Harvey waited to hear no more. His feet already were upon the ladder. Descending with feelings curiously lost and unsubstantial, he plunged again into the solitude of his cabin.

Chapter Nine

On Saturday they made Las Palmas – a windless morning landfall. Gliding along the sunrise into a sleeping harbour, sliding past silent ships with masthead lamps still palely winking, the
Aureola
laid her brine-encrusted hull against the mole.

Three hours later, to the rattle of the fore-hatch winches, Harvey awoke. For the first time in many nights he had slept well, and with limbs relaxed he lay quite still watching the glowing shaft of sunlight irradiate the whiteness of his cabin wall. A strange lightness was in his body, and in his mind a singular incredulity that he should feel so far refreshed. Strange, too, was the solidity of his high berth which lacked that floating unreality of the last few days. And as a distant chime of land bells fell upon his ear, with sudden comprehension he knew the ship to be in port. Stirred by a queer excitement he got up, slipped on his bath-robe, and went on deck.

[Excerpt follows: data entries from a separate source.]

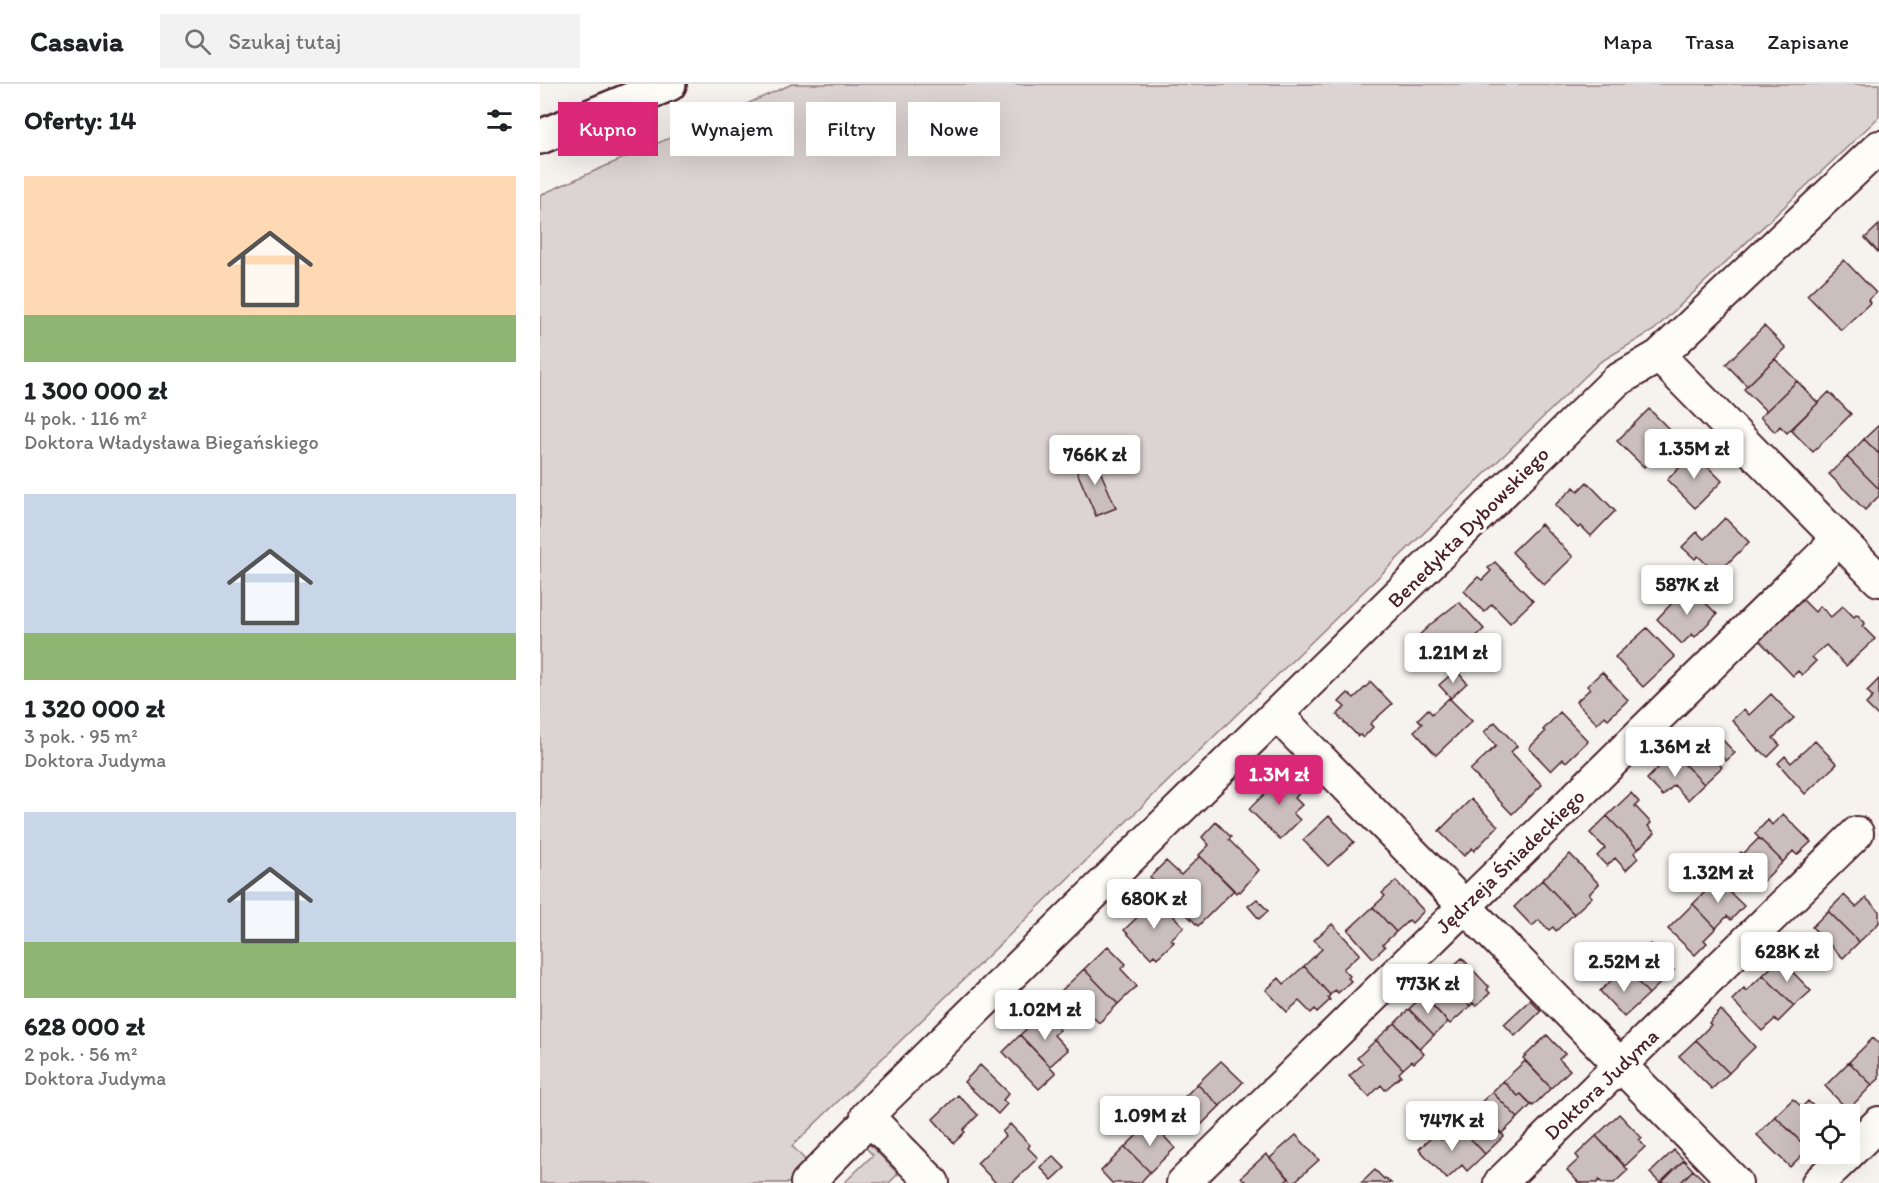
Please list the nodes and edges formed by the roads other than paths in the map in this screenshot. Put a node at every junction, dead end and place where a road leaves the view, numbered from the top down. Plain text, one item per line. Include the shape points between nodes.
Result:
1 (669, 84) edge
2 (540, 136) edge
3 (1879, 147) edge
4 (1659, 356) junction
5 (1839, 539) junction
6 (1875, 567) edge
7 (1277, 715) junction
8 (1857, 834) dead end
9 (1464, 906) junction
10 (1620, 1065) junction
11 (869, 1118) junction
12 (1879, 1123) edge
13 (1860, 1142) edge
14 (1838, 1164) edge
15 (807, 1183) edge
16 (933, 1183) edge
17 (1183, 1183) edge
18 (1500, 1183) edge
19 (1736, 1183) edge
20 (1818, 1183) edge

1 - 2 main road
3 - 4 street, Benedykta Dybowskiego
4 - 5 street
4 - 7 street, Benedykta Dybowskiego via 1616,381
5 - 6 street
5 - 9 street, Jędrzeja Śniadeckiego
7 - 9 street
7 - 11 street, Benedykta Dybowskiego
8 - 10 street, Doktora Judyma
9 - 10 street
9 - 17 street, Jędrzeja Śniadeckiego
10 - 18 street, Doktora Judyma
10 - 19 street
11 - 15 street, Benedykta Dybowskiego
11 - 16 street
12 - 13 street
14 - 20 street

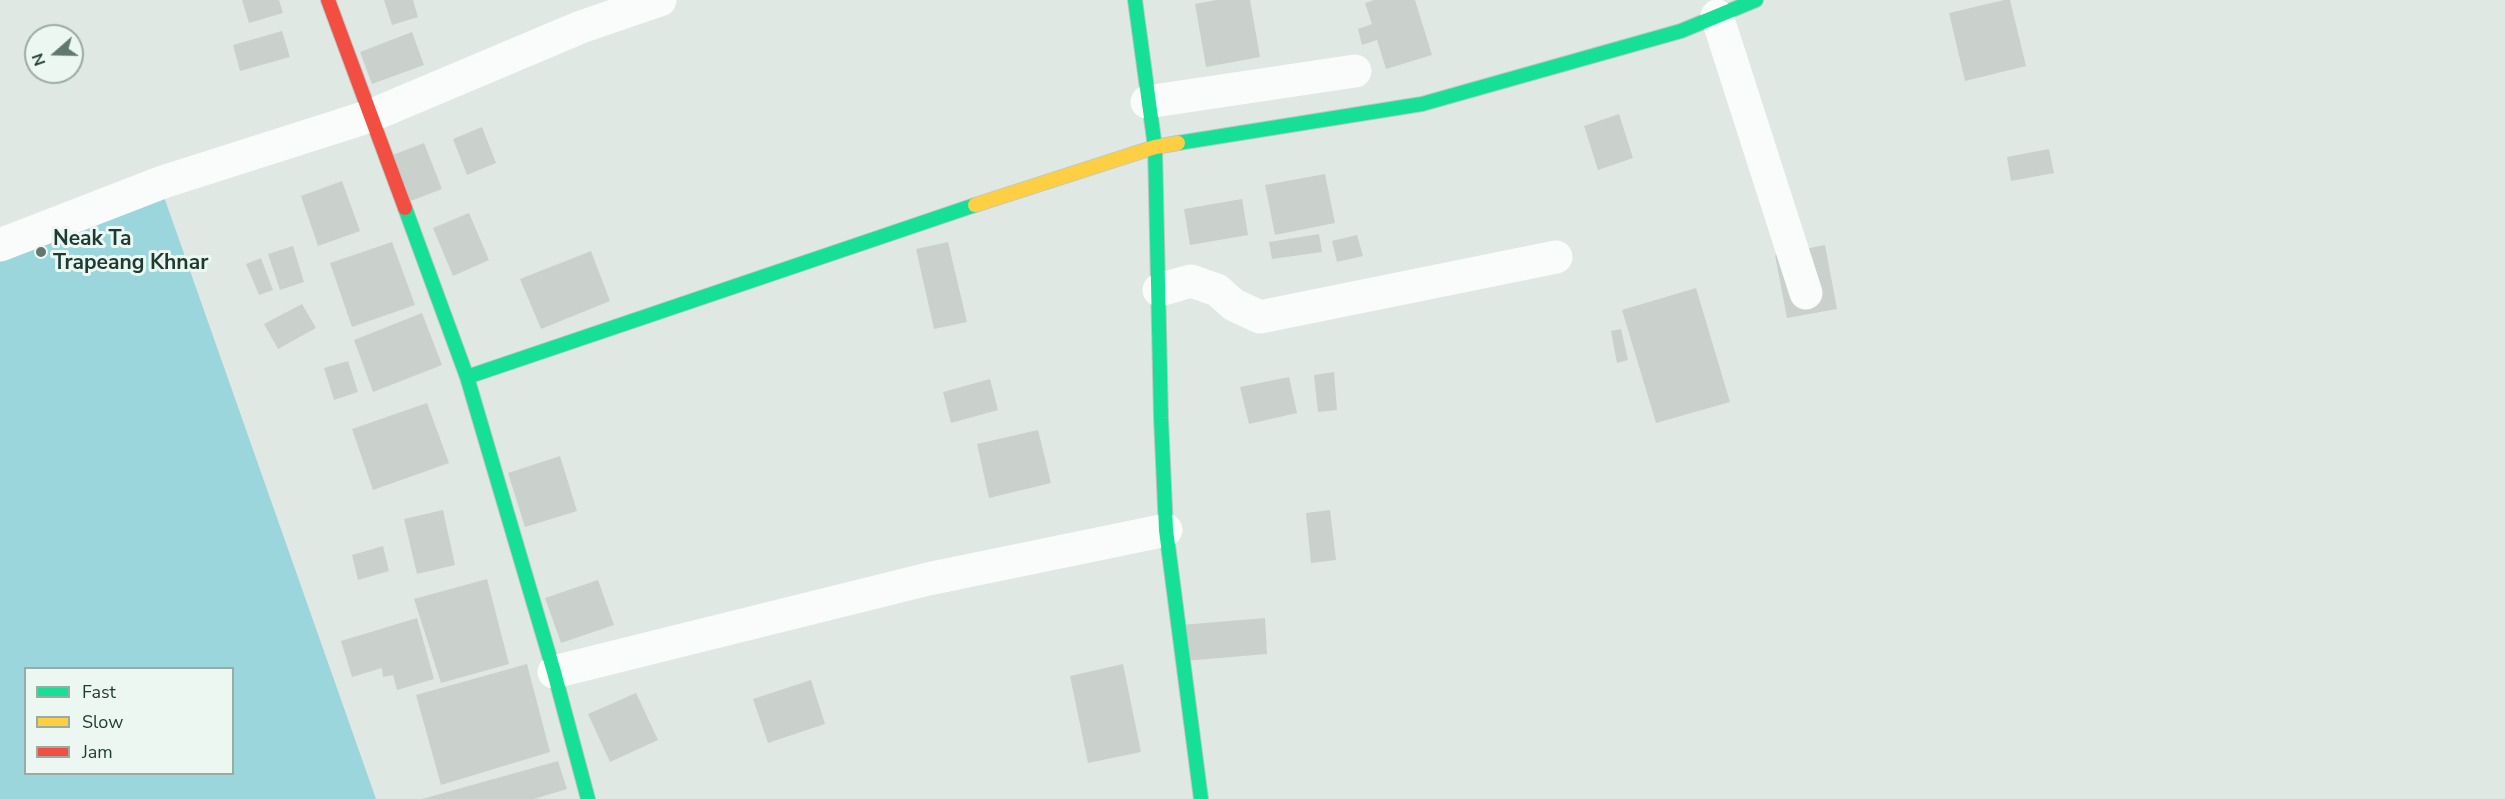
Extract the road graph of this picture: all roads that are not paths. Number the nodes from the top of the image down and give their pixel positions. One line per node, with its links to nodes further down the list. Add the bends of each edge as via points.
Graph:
1 (328, 0): 8 (street)
2 (660, 0): 8 (street, via 581,27)
3 (1135, 0): 7 (street)
4 (1756, 0): 5 (street)
5 (1716, 16): 9 (street, via 1681,31 1422,104); 13 (street)
6 (1355, 71): 7 (street)
7 (1147, 102): 9 (street)
8 (370, 116): 10 (street, via 163,182); 14 (street)
9 (1155, 147): 12 (street); 14 (street, via 912,225)
10 (0, 245)
11 (1556, 257): 12 (street, via 1260,317 1234,305 1217,290 1191,281)
12 (1159, 290): 15 (street)
13 (1806, 293)
14 (467, 377): 16 (street)
15 (1166, 530): 16 (street, via 928,579); 18 (street)
16 (554, 672): 17 (street)
17 (588, 799)
18 (1201, 799)

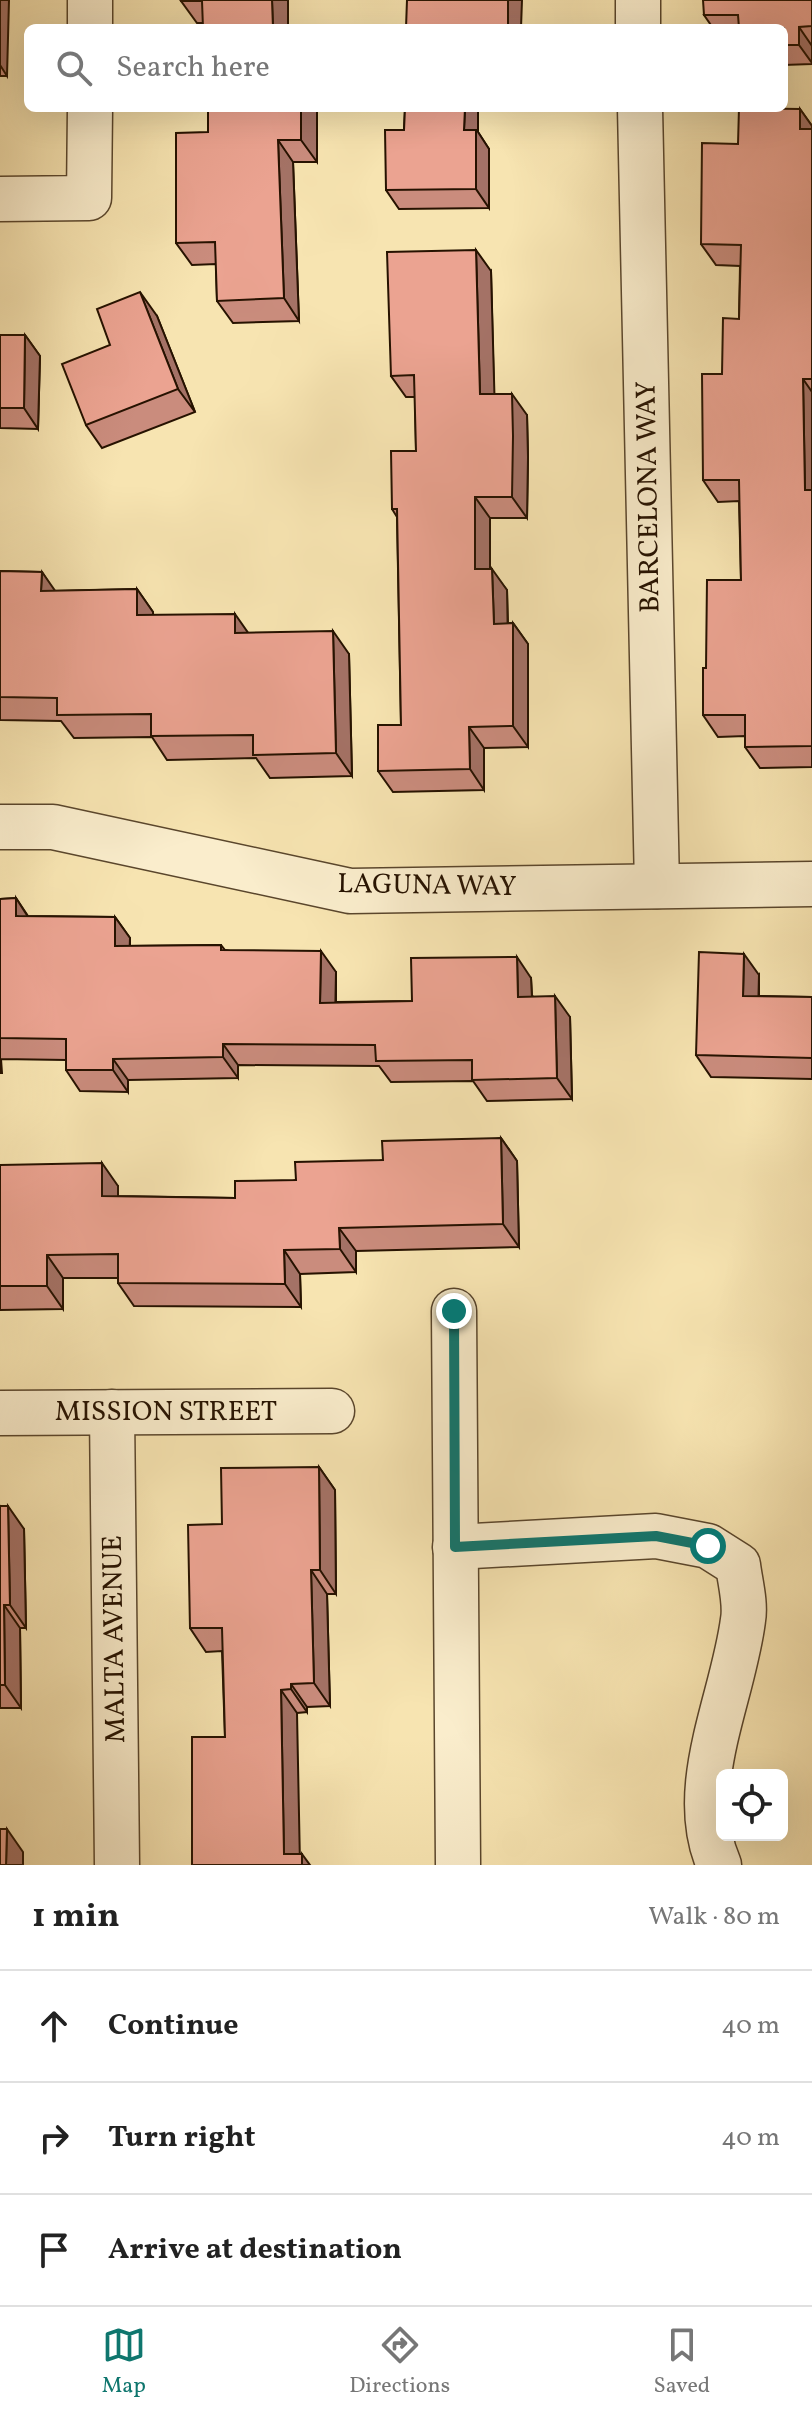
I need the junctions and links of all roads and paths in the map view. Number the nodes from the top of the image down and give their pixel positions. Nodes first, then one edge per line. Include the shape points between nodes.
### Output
1 (90, 0) edge
2 (638, 0) edge
3 (90, 24) edge
4 (638, 24) edge
5 (90, 112) edge
6 (640, 112) edge
7 (0, 199) edge
8 (0, 827) edge
9 (812, 884) edge
10 (657, 886) junction
11 (454, 1311) dead end
12 (332, 1411) dead end
13 (112, 1412) junction
14 (0, 1413) edge
15 (455, 1547) junction
16 (117, 1865) edge
17 (458, 1865) edge
18 (719, 1865) edge

1 - 3 street
2 - 4 street
5 - 7 street via 89,198
6 - 10 street, BARCELONA WAY
8 - 10 street, LAGUNA WAY via 53,827 350,891
9 - 10 street, LAGUNA WAY
11 - 15 street
12 - 13 street, MISSION STREET
13 - 14 street, MISSION STREET
13 - 16 street, MALTA AVENUE
15 - 17 street
15 - 18 street via 656,1536 708,1546 738,1565 744,1617 708,1783 707,1839

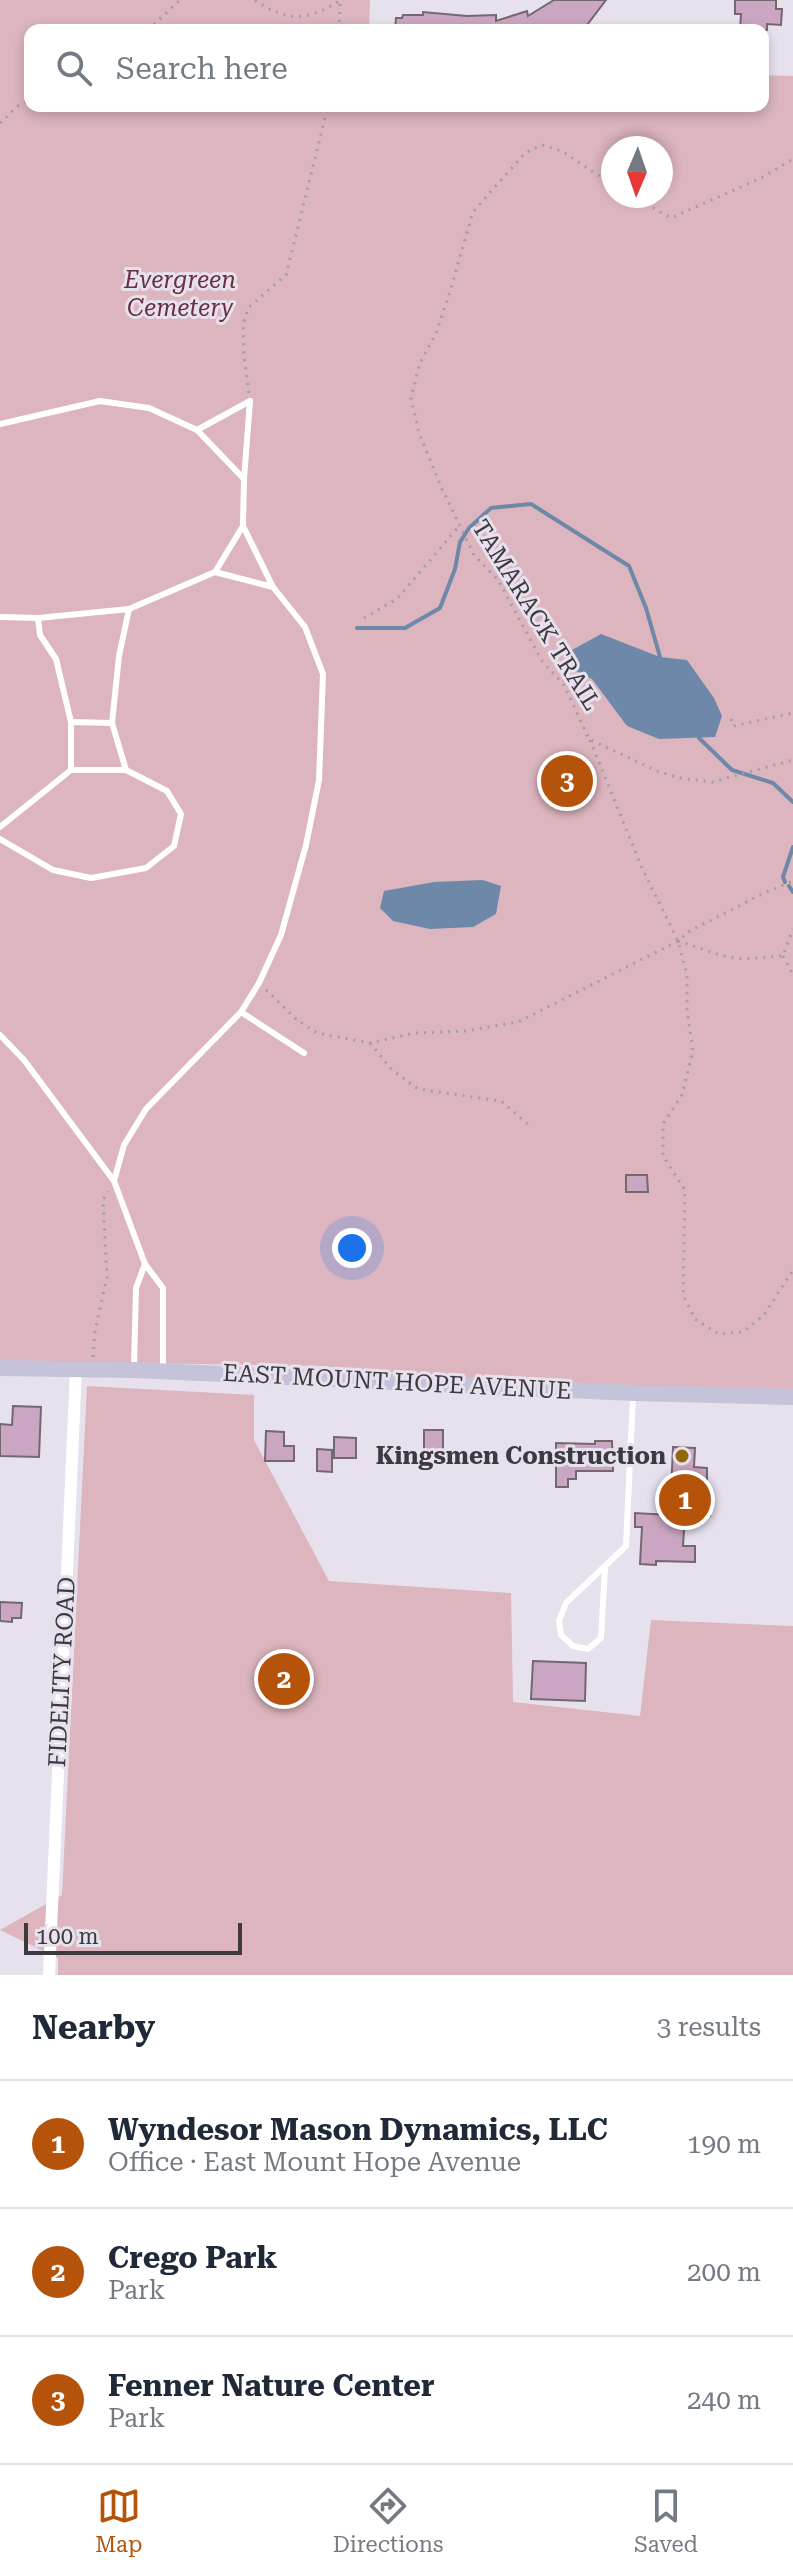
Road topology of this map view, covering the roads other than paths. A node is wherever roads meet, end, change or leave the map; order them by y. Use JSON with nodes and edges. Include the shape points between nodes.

There the full freshness of the morning fell on him like dew. The sky was blue; the air actinic, rare; the sun, dazzling downwards from the mountains, spangled the sea with glittering scales. Before him lay the bay, edged by a frill of foam, and beyond, the town, climbing in multi-coloured tiers towards the yellow hills. It held warmth and profusion: reds and greens and glaring white all sprawled about in vivid, tropic beauty. And over all, transcending bay and town, triumphant over the nearer jagged summits, rose a distant peak, elusive somehow, and mysterious as a mirage, thrusting its snow-capped cone above a milky ring of clouds, seeming to swing suspended between earth and heaven.

Filled with a strange wonder, Harvey stood staring at the Peak, quite motionless. Lovely as some celestial strain the vision held him, struck him with a sharp and subtle pang. Was it the meaning of the vision or its beauty which so hurt him? Spellbound, he caught his breath; he could not bear to look nor yet to look away.

With a wrench he tore his eyes away, walked to the ship's side and surveyed the yellow, dusty mole which swarmed now with a sort of languid life. On its sun-baked stones some twenty peons in bare feet and calico trousers were unloading sacks of flour with picturesque indifference. They were in no hurry. They talked, smoked, spat, stood about and laid casual hands upon the sacks as though the last thing desired of them was despatch. One of them with a washed-out ochre shirt kept singing in a high-pitched voice a swaying little tune which rose with irritating sweetness. He listened in spite of himself.

El amor es dulce
Y el que lo desprecia un loco.

Though he knew little Spanish the meaning of the words was clear: Love is sweet and he who scorns it is a fool.

Impatiently, as though he sought an antidote to sweetness, he let his gaze slip down the quay to where some ill-conditioned mules with raw, galled rumps and sad, skeleton ribs hung forward on their shafts, attached to high-wheeled wagons. One coughed suddenly like a human, agitating its coronet of circling flies, collapsing almost from sheer debility. But the driver, crouched upon the box paid no attention: with hands flapped across the reins, a flower stuck behind his ear, he snored contentedly.